I've gone into detail before on my love of shitty political cartoons that I disagree with. In the midst of a bunch of fawning cartoons about Obama at Slate, there was this:
All the reasons that this cartoon is stupid are so numerous and obvious I won't go into them. I'll just let you soak it in. Really, cartoons that unintentionally mimic The Onion's intentionally awful editorials like the one below make me laugh. I love it when reality outdoes parody for ridiculousness. Also, no matter what, editorial cartoons are never really funny, but they can become transcendentally greatly awful when they apparently come from some paranoid, misanthropic crank who's scared of change and knows his way around a pen. I wish I could see what the artist of the above cartoon would have written about Lincoln's victory if he'd been alive then.

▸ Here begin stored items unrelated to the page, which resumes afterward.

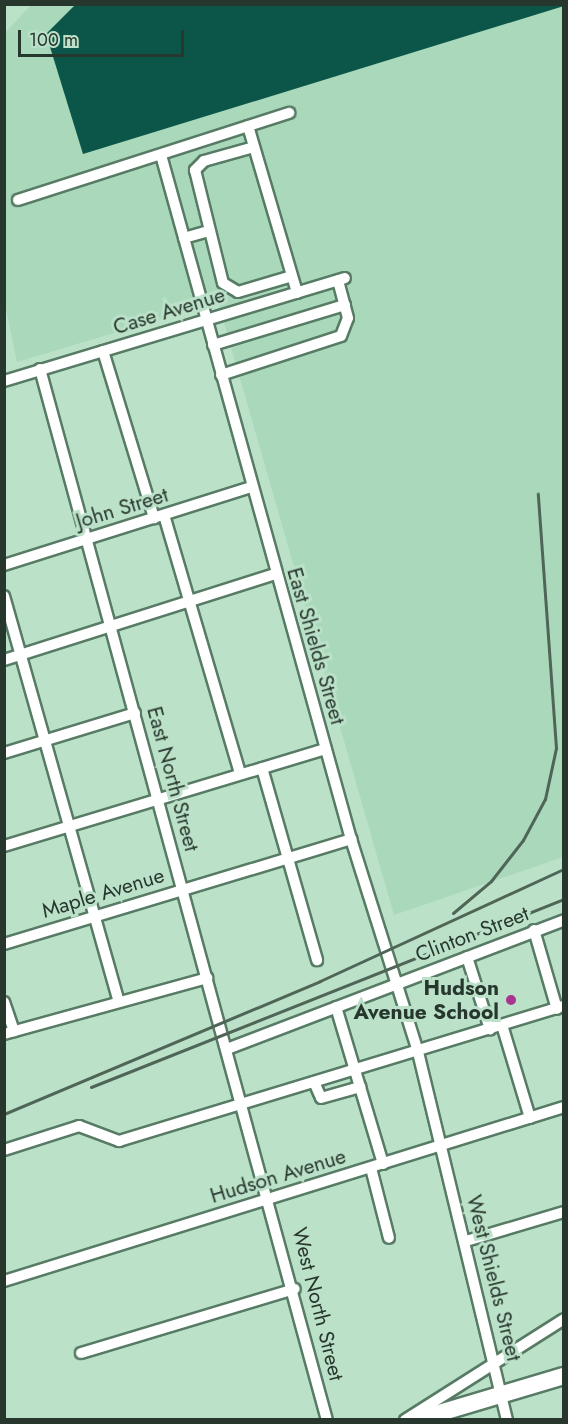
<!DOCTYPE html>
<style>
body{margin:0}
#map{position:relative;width:568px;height:1424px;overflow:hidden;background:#bbe2c9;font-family:Jost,sans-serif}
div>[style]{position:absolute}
.built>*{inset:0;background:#aad8bb}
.building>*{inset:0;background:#0b5649}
.roads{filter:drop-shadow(2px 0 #577b65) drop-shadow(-2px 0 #577b65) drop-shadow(0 2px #577b65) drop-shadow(0 -2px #577b65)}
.minor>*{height:10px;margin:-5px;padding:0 5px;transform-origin:5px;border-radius:5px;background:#fff}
.highway>*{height:16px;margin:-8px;padding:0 8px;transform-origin:8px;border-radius:8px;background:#fff}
.rail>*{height:3px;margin:-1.5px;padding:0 1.5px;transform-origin:1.5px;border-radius:1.5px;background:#4f6557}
.dots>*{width:16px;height:16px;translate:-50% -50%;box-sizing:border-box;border:3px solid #bbe2c9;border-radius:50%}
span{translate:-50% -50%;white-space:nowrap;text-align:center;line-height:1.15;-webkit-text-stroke:6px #bbe2c9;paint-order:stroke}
.street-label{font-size:21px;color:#28372e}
.poi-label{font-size:21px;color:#28372e;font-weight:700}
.right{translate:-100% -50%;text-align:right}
.frame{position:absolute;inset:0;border:6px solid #28372e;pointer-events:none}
.scale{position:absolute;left:18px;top:30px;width:166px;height:27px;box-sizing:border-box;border:3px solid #28372e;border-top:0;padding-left:8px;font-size:18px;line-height:21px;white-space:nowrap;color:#28372e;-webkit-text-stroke:4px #bbe2c9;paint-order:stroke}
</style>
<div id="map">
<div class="built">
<i style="clip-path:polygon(31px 5px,563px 5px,563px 857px,394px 915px,218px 302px,17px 362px,4px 300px,4px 34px)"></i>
</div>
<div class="building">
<i style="clip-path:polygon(76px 4px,564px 4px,564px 6px,83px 154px,46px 34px)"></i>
</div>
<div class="roads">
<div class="minor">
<i style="left:248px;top:126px;width:174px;rotate:73.6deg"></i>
<i style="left:254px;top:147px;width:52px;rotate:164.4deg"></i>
<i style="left:204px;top:161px;width:13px;rotate:135deg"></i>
<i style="left:195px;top:170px;width:116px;rotate:76.1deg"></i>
<i style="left:223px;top:283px;width:17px;rotate:31deg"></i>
<i style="left:238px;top:292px;width:56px;rotate:-16.5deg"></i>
<i style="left:161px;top:155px;width:710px;rotate:74.48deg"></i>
<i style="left:351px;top:839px;width:219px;rotate:72.5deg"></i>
<i style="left:417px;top:1048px;width:383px;rotate:76.4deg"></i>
<i style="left:18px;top:200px;width:285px;rotate:-17.8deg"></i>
<i style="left:184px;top:238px;width:26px;rotate:-16deg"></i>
<i style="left:213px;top:345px;width:138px;rotate:-16.9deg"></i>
<i style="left:103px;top:351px;width:175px;rotate:73deg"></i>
<i style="left:40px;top:369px;width:1089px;rotate:74.73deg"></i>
<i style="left:221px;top:375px;width:126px;rotate:-18deg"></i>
<i style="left:341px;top:336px;width:19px;rotate:-69deg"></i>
<i style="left:348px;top:318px;width:39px;rotate:-105deg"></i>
<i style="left:4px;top:381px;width:356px;rotate:-16.8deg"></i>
<i style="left:164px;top:515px;width:270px;rotate:73.6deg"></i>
<i style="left:4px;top:565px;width:260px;rotate:-17.5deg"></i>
<i style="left:4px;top:596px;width:422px;rotate:74.2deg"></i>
<i style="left:4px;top:660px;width:284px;rotate:-17.6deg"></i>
<i style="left:4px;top:753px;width:137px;rotate:-17deg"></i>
<i style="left:262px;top:768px;width:200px;rotate:74deg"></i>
<i style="left:4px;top:846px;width:336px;rotate:-16.8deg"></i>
<i style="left:534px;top:930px;width:82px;rotate:73.8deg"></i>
<i style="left:4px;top:944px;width:363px;rotate:-16.8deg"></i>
<i style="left:467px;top:957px;width:76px;rotate:72.3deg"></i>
<i style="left:4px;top:1002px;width:31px;rotate:71deg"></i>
<i style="left:336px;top:1007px;width:164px;rotate:73.3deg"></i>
<i style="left:502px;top:1025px;width:97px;rotate:73.2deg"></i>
<i style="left:4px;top:1034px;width:211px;rotate:-15.4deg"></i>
<i style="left:227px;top:1049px;width:361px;rotate:-20.9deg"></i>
<i style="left:314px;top:1082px;width:17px;rotate:66deg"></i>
<i style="left:321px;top:1098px;width:41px;rotate:-15.8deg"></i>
<i style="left:4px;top:1150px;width:79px;rotate:-17.7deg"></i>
<i style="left:79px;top:1126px;width:43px;rotate:20.6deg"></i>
<i style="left:119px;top:1141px;width:465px;rotate:-16.9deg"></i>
<i style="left:371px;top:1168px;width:72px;rotate:75.6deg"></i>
<i style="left:466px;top:1241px;width:102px;rotate:-16.5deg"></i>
<i style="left:4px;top:1281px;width:586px;rotate:-17.26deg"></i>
<i style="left:81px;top:1353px;width:223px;rotate:-16.7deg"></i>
<i style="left:405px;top:1420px;width:188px;rotate:-32.4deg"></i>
</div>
<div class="highway">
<i style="left:416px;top:1420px;width:154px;rotate:-16.6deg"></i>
</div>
</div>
<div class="rail">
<i style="left:453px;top:913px;width:50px;rotate:-40.1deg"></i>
<i style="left:491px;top:881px;width:52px;rotate:-52deg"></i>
<i style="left:523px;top:840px;width:47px;rotate:-61.8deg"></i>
<i style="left:545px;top:799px;width:52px;rotate:-77.8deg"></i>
<i style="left:556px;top:748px;width:255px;rotate:-94.1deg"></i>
<i style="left:91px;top:1087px;width:509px;rotate:-21.68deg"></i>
<i style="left:4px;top:1114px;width:343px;rotate:-22.8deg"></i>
<i style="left:320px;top:981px;width:268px;rotate:-24.7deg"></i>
</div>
<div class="dots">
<i style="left:511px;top:1000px;background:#a7348f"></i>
</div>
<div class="street-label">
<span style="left:169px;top:311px;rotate:-17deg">Case Avenue</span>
<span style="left:122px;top:508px;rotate:-17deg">John Street</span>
<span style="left:316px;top:646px;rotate:74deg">East Shields Street</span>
<span style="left:173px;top:779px;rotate:75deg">East North Street</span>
<span style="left:103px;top:893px;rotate:-17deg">Maple Avenue</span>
<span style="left:472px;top:934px;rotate:-21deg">Clinton Street</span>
<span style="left:278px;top:1176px;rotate:-17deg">Hudson Avenue</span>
<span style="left:494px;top:1278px;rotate:76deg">West Shields Street</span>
<span style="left:318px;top:1304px;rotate:76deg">West North Street</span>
</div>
<div class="poi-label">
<span class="right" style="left:499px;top:1000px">Hudson<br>Avenue School</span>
</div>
<div class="frame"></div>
<div class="scale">100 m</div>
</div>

Today I went into city center to pick up some Xmas gifts. I got my mom some earrings and myself some CDs - among them Death Cab For Cutie's Narrow Stairs. I've always been put off by Death Cab's extreme blandness coupled with Ben Gibbard's irritatingly writerly lyrics. It's the same mixture that has always kept me away from the Decemberists as well. I took a writing class once where the teacher talked about how distracting it is to the reader when they can "hear the writing," and that's what I feel about the lyrics of both bands. The lyrics that "She can't relax with his hand on the small of her back/ and as the flashbulbs burst, she holds a smile/ like someone would hold a crying child" are beautiful and evocative but they seem too calculated and unnatural to me. There's a coat of self-satisfaction on the whole thing.

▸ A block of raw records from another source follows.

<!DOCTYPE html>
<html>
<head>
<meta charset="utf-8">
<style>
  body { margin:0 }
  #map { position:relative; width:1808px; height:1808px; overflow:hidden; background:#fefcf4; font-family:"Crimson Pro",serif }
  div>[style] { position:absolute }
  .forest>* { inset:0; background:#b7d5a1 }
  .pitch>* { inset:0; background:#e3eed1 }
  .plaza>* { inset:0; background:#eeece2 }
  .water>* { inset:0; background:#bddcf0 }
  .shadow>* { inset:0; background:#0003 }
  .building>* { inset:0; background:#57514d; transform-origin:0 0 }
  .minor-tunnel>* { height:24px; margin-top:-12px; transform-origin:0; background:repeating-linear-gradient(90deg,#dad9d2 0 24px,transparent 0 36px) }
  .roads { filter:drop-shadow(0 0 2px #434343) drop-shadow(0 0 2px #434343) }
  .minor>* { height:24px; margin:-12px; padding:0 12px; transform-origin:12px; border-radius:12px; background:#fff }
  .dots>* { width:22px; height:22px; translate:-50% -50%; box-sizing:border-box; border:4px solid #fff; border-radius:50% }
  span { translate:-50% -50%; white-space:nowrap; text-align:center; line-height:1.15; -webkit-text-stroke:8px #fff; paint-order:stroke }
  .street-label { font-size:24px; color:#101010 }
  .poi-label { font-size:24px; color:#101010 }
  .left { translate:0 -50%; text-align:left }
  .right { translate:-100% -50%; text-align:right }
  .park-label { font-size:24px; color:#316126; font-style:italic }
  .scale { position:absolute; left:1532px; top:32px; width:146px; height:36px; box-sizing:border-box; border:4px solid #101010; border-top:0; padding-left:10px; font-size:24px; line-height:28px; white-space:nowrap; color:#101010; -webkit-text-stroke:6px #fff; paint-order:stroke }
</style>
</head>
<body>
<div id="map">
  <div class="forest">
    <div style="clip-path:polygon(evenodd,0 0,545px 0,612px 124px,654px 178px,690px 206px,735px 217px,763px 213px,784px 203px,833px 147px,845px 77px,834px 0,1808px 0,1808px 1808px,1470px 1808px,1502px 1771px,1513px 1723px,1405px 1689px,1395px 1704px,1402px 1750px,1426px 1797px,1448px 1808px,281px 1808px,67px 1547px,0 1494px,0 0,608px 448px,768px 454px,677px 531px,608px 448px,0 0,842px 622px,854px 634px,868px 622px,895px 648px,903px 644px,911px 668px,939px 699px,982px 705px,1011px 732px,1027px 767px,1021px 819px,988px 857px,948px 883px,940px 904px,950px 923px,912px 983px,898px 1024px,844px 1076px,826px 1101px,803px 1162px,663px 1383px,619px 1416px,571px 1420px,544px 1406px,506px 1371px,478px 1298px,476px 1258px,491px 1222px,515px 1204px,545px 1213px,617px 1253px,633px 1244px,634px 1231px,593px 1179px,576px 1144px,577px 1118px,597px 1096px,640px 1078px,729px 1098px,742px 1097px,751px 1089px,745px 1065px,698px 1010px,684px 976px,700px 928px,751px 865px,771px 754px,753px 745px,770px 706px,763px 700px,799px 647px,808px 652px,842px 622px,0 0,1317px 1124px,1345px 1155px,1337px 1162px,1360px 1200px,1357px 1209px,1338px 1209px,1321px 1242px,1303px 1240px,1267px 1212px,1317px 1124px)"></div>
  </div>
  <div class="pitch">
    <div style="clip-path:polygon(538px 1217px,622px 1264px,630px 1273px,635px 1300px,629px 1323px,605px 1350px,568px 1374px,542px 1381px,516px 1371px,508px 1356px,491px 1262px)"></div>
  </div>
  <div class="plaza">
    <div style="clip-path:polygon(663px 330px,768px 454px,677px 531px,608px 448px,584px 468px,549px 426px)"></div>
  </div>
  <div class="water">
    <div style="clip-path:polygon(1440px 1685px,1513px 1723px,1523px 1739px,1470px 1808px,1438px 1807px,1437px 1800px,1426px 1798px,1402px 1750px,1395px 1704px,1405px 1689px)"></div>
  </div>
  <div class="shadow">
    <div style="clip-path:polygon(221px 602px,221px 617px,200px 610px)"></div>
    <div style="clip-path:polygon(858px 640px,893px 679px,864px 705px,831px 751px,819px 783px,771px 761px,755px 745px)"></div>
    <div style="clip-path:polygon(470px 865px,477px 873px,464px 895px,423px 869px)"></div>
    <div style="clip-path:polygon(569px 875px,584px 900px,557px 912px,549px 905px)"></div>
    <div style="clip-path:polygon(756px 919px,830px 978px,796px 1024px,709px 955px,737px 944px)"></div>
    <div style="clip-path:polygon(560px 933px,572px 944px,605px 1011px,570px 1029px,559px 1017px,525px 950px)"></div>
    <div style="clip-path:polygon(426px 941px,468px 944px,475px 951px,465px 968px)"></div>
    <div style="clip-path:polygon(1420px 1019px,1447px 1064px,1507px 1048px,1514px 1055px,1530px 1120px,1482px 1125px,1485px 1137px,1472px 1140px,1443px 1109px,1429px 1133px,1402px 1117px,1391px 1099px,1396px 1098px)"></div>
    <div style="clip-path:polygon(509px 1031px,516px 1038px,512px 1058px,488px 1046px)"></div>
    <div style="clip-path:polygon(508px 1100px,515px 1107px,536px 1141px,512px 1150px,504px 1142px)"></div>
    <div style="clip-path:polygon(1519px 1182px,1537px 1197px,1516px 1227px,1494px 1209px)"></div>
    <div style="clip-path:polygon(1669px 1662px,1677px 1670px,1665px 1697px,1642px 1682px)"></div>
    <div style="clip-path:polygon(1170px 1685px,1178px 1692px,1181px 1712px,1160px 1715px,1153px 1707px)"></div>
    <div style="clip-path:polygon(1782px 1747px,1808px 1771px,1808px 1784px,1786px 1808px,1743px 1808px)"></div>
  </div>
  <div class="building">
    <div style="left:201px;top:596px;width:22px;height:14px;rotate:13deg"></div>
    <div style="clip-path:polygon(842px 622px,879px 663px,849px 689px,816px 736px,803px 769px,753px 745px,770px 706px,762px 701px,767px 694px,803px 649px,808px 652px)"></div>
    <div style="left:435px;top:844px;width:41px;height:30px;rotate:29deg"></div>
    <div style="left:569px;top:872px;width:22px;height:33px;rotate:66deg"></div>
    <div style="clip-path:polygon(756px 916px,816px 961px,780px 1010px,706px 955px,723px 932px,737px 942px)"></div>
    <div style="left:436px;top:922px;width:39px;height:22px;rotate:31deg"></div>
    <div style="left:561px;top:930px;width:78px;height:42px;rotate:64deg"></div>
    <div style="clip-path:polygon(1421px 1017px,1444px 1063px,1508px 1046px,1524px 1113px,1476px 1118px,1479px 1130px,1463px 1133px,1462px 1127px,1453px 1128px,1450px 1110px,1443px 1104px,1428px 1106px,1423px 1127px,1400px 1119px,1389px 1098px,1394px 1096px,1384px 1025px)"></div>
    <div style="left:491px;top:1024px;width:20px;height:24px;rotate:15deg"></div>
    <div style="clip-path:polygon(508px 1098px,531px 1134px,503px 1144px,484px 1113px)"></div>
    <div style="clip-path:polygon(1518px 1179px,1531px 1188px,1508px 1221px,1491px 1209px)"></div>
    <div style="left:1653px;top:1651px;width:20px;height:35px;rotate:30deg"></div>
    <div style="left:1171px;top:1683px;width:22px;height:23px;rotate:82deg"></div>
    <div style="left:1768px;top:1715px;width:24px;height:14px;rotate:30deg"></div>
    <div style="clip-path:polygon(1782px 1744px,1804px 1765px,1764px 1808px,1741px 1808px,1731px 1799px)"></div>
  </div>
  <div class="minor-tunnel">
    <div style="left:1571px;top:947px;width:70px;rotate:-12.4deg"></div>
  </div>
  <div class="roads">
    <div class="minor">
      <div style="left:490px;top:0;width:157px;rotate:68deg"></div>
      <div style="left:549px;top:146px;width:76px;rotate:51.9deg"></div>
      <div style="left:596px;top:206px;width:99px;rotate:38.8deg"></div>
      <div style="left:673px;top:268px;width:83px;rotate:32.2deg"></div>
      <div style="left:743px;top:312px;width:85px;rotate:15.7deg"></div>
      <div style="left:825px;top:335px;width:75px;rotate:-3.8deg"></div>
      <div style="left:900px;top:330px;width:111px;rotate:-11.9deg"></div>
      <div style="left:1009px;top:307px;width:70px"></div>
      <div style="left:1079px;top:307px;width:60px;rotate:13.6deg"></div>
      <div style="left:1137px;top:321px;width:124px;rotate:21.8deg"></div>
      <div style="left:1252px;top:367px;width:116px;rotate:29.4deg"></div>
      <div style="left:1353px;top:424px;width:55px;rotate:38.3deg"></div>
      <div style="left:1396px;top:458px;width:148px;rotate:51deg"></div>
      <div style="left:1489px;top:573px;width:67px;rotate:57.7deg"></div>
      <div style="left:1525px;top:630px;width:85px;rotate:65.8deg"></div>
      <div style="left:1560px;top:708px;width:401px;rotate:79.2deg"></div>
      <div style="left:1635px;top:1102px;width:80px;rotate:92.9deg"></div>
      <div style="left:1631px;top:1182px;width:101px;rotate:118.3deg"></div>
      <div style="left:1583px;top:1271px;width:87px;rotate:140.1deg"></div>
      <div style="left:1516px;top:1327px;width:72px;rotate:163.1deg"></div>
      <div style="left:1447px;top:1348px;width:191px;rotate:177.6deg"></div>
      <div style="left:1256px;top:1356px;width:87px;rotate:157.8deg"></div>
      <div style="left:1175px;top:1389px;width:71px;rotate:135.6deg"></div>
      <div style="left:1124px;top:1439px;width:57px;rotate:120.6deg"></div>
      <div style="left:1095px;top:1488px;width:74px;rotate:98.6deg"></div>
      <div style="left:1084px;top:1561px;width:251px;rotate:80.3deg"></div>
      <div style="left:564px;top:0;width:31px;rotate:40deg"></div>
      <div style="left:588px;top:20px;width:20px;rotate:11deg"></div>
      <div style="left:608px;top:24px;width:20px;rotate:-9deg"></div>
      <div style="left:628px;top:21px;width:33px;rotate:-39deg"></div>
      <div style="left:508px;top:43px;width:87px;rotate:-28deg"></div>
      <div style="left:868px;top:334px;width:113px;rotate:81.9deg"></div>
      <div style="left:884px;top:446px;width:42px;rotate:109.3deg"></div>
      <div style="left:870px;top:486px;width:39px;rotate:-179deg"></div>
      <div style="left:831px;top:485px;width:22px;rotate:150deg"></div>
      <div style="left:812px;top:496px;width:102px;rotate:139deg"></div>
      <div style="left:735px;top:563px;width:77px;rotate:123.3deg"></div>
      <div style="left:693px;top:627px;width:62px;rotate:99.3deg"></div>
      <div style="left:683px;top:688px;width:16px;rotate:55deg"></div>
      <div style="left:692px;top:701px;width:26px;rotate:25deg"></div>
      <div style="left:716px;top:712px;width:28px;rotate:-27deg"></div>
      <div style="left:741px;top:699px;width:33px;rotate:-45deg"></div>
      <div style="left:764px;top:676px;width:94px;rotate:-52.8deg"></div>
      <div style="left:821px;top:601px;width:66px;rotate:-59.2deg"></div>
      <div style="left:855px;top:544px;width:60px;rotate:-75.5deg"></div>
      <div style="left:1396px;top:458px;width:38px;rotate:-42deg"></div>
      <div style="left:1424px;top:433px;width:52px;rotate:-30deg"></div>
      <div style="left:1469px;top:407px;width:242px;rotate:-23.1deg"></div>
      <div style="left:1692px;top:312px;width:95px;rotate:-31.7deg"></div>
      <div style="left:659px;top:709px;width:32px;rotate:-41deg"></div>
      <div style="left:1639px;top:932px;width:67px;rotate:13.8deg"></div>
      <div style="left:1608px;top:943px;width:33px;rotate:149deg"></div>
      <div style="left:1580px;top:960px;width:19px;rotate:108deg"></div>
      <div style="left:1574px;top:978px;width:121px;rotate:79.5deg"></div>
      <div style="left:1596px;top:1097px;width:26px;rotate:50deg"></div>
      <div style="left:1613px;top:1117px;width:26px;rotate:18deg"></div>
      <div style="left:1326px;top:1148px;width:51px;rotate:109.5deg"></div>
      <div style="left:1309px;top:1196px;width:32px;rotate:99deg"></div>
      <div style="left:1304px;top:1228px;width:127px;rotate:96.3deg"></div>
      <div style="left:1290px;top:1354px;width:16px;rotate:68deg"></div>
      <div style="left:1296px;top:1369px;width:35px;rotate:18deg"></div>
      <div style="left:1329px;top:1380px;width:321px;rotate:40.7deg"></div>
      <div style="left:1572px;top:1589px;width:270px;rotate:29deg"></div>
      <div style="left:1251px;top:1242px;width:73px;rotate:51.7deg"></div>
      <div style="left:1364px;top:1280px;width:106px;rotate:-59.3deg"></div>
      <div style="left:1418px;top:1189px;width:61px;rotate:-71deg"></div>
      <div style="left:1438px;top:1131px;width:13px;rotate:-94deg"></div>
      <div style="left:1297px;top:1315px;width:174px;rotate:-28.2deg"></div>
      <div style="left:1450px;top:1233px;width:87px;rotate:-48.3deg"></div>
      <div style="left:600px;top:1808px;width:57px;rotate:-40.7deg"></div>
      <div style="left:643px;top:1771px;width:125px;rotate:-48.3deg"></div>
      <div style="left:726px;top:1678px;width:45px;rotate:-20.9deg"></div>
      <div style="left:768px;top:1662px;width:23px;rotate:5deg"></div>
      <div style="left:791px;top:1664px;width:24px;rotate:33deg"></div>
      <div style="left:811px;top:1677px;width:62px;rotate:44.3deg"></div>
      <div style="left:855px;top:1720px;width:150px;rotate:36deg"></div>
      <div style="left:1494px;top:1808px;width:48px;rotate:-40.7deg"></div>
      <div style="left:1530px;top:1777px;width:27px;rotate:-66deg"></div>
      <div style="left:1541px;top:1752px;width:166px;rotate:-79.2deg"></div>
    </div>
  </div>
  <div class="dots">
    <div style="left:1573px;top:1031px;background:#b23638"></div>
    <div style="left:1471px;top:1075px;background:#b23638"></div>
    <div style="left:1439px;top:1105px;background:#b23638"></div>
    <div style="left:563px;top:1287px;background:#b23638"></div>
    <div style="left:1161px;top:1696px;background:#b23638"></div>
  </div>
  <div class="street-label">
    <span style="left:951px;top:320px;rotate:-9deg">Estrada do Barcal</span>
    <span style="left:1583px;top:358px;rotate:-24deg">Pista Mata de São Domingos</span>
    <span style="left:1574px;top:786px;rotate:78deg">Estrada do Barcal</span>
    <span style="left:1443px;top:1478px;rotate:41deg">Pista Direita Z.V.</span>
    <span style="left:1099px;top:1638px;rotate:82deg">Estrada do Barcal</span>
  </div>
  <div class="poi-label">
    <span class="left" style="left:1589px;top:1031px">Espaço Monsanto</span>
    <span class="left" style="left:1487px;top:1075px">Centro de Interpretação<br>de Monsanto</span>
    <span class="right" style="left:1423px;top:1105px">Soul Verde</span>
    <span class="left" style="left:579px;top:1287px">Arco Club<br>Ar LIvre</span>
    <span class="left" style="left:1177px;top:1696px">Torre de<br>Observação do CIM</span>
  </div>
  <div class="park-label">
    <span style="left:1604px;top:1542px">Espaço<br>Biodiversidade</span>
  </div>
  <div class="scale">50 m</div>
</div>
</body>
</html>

Regardless, I was won over by the feeling and hooks of songs like "Cath..." and "I Will Possess Your Heart." At least, won over enough to plop down a few pounds for a used copy. All that's a backhanded way of saying that a band that I've always rolled my eyes at put out some songs that I think are really affecting. The rest of the album still sounds a bit like the soundtrack to an indie waiting room to me, but, you know...
What does it do for my mixed feelings about the album that Ben Gibbard looks kind of like Rainn Wilson mixed with a Hobbit in this video? I haven't decided yet.
The other CDs I picked up were Exile in Guyville and Portishead's Dummy, two albums that get blessed with the "classic" label a lot but I've never really given much time. I also got Under the Big Black Sun by X, The Ink Spots' Greatest Hits and an album called The Magic Wurlitzer that I was really excited about, but I kind of underestimated the annoyingness of the Wurlitzer as an instrument. It's pretty interminable. But it was cheap and I guess if I ever buy a skating rink and can't hire my own organ player I'm set.